• [WORK TASK]
A verbatim transcript of the data that follows, free of images, is the expected result.

START GIVEN RECORDS

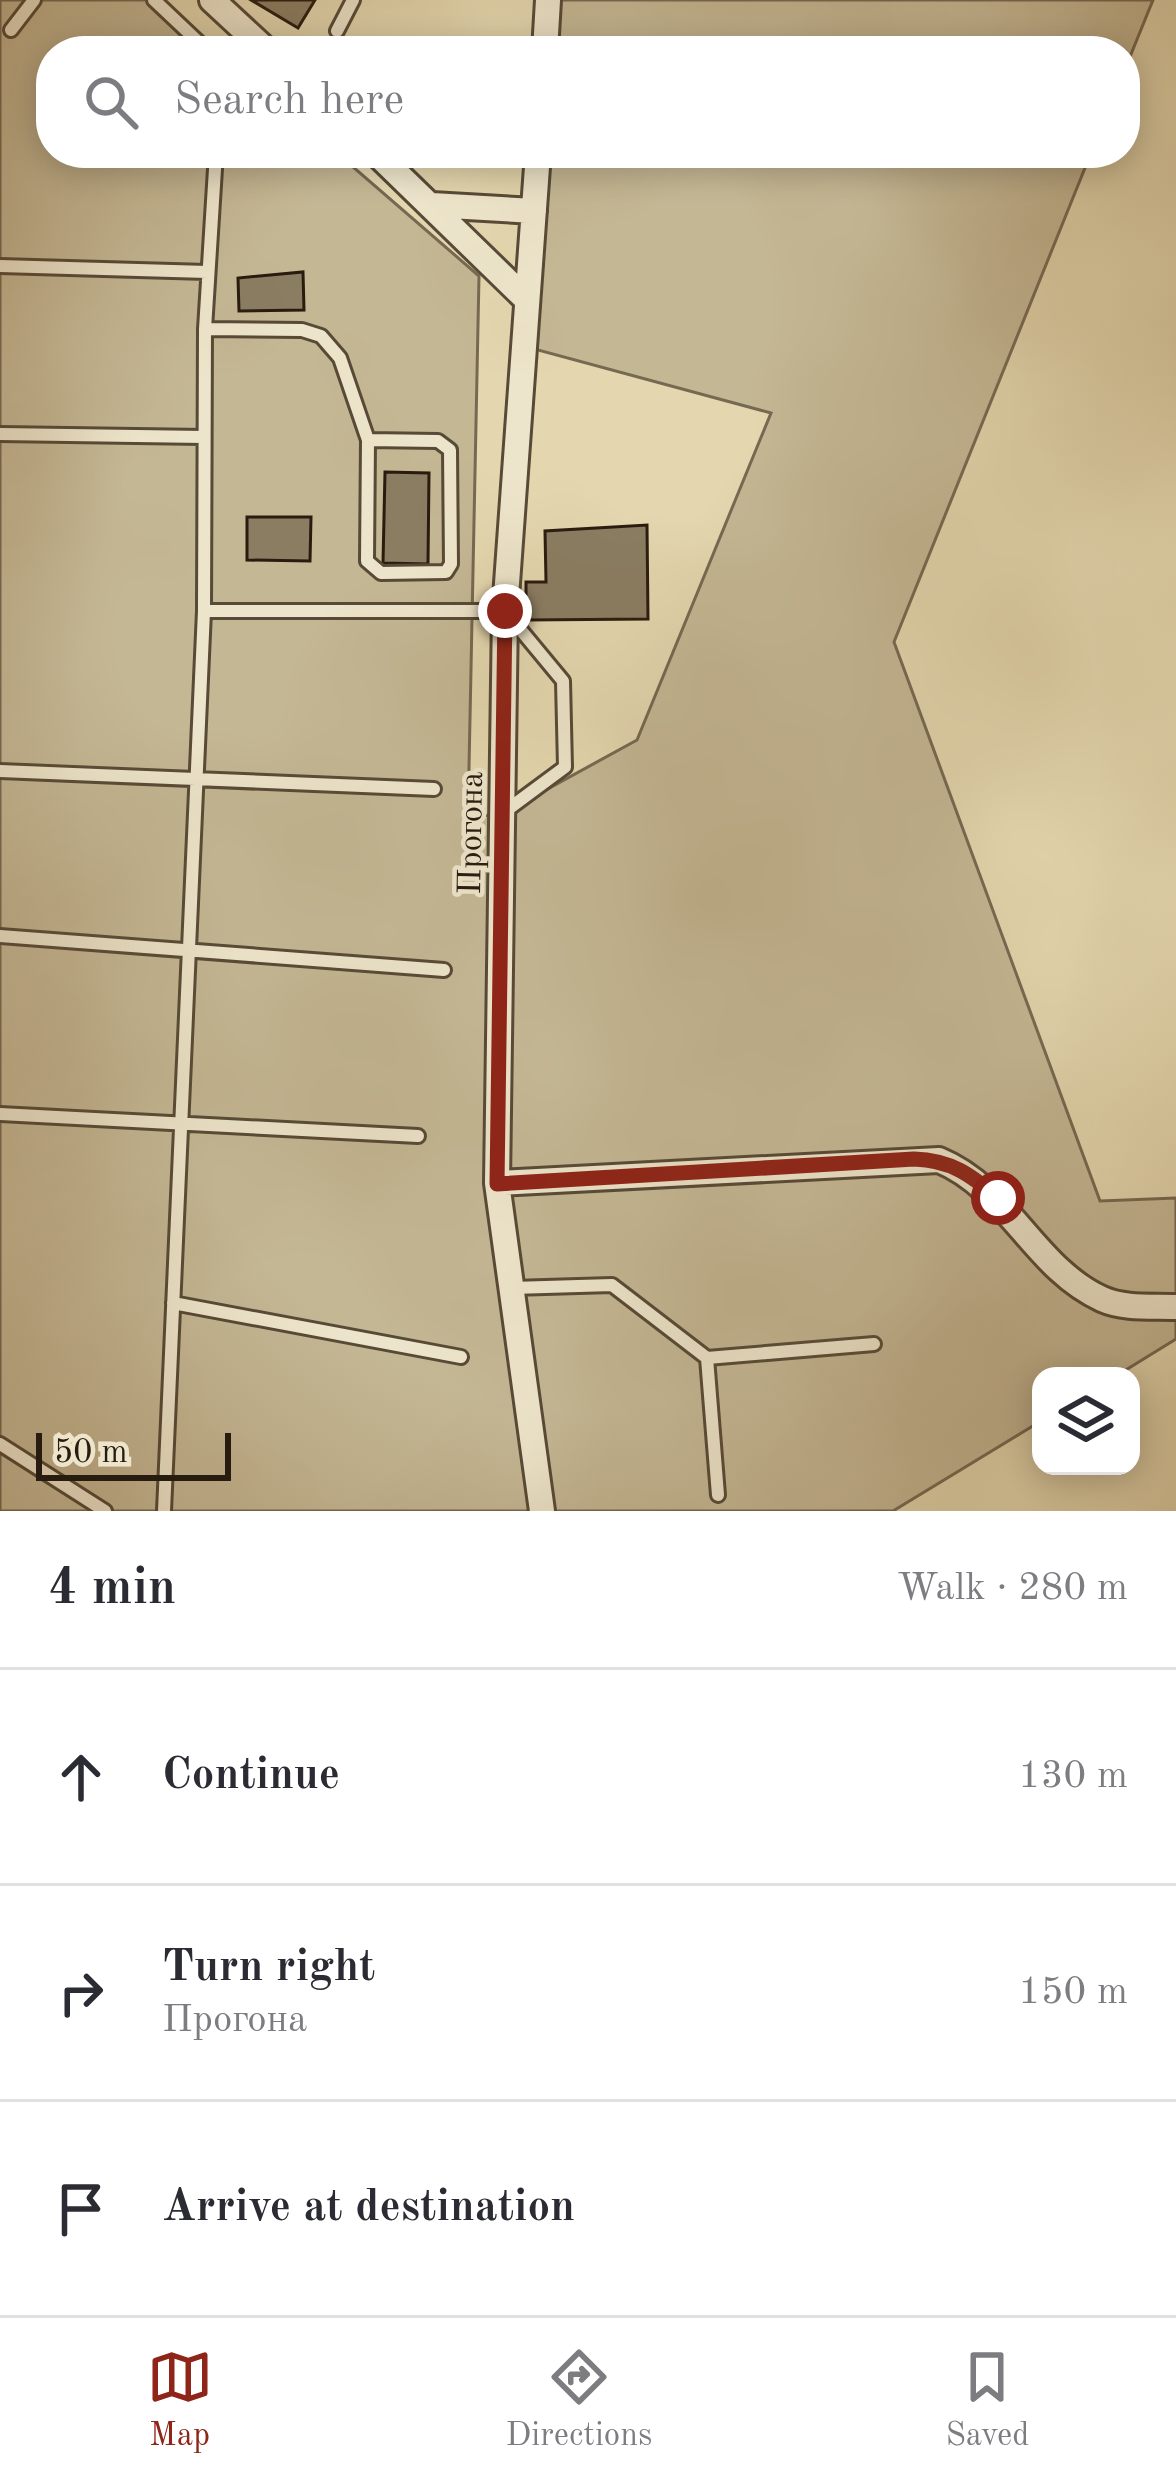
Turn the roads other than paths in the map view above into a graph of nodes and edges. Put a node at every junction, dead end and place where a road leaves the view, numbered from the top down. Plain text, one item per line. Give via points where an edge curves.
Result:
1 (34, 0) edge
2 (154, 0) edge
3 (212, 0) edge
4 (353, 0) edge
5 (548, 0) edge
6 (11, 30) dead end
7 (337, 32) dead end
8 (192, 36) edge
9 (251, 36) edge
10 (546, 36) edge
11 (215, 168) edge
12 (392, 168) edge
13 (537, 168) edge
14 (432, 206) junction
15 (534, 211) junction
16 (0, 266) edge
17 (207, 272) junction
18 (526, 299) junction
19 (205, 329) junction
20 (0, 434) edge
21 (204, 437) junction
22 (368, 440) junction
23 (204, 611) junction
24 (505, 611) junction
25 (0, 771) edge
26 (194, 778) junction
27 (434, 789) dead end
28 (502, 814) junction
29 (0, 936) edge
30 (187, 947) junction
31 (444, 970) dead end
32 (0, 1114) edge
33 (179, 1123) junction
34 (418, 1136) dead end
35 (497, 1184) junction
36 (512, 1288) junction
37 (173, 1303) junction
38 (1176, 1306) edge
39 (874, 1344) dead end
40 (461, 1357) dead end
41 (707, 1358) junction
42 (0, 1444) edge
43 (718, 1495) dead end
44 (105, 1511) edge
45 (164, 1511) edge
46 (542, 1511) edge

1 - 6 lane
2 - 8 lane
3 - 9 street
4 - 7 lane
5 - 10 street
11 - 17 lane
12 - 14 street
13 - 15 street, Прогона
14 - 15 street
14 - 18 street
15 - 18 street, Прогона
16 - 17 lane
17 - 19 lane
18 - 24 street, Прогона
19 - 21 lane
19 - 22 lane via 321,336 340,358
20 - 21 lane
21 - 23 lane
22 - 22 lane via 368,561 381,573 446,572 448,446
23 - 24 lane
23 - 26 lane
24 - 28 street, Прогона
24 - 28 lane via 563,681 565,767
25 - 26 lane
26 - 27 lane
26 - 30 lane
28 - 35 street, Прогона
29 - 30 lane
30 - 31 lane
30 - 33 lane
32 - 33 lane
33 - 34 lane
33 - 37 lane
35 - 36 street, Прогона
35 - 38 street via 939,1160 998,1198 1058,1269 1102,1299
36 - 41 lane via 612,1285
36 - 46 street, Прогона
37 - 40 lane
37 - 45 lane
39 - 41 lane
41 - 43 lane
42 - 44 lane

END GIVEN RECORDS

• [ANSWER BOX]
Turn the roads other than paths in the map view above into a graph of nodes and edges. Put a node at every junction, dead end and place where a road leaves the view, numbered from the top down. Plain text, one item per line. Give via points where an edge curves.
Result:
1 (34, 0) edge
2 (154, 0) edge
3 (212, 0) edge
4 (353, 0) edge
5 (548, 0) edge
6 (11, 30) dead end
7 (337, 32) dead end
8 (192, 36) edge
9 (251, 36) edge
10 (546, 36) edge
11 (215, 168) edge
12 (392, 168) edge
13 (537, 168) edge
14 (432, 206) junction
15 (534, 211) junction
16 (0, 266) edge
17 (207, 272) junction
18 (526, 299) junction
19 (205, 329) junction
20 (0, 434) edge
21 (204, 437) junction
22 (368, 440) junction
23 (204, 611) junction
24 (505, 611) junction
25 (0, 771) edge
26 (194, 778) junction
27 (434, 789) dead end
28 (502, 814) junction
29 (0, 936) edge
30 (187, 947) junction
31 (444, 970) dead end
32 (0, 1114) edge
33 (179, 1123) junction
34 (418, 1136) dead end
35 (497, 1184) junction
36 (512, 1288) junction
37 (173, 1303) junction
38 (1176, 1306) edge
39 (874, 1344) dead end
40 (461, 1357) dead end
41 (707, 1358) junction
42 (0, 1444) edge
43 (718, 1495) dead end
44 (105, 1511) edge
45 (164, 1511) edge
46 (542, 1511) edge

1 - 6 lane
2 - 8 lane
3 - 9 street
4 - 7 lane
5 - 10 street
11 - 17 lane
12 - 14 street
13 - 15 street, Прогона
14 - 15 street
14 - 18 street
15 - 18 street, Прогона
16 - 17 lane
17 - 19 lane
18 - 24 street, Прогона
19 - 21 lane
19 - 22 lane via 321,336 340,358
20 - 21 lane
21 - 23 lane
22 - 22 lane via 368,561 381,573 446,572 448,446
23 - 24 lane
23 - 26 lane
24 - 28 street, Прогона
24 - 28 lane via 563,681 565,767
25 - 26 lane
26 - 27 lane
26 - 30 lane
28 - 35 street, Прогона
29 - 30 lane
30 - 31 lane
30 - 33 lane
32 - 33 lane
33 - 34 lane
33 - 37 lane
35 - 36 street, Прогона
35 - 38 street via 939,1160 998,1198 1058,1269 1102,1299
36 - 41 lane via 612,1285
36 - 46 street, Прогона
37 - 40 lane
37 - 45 lane
39 - 41 lane
41 - 43 lane
42 - 44 lane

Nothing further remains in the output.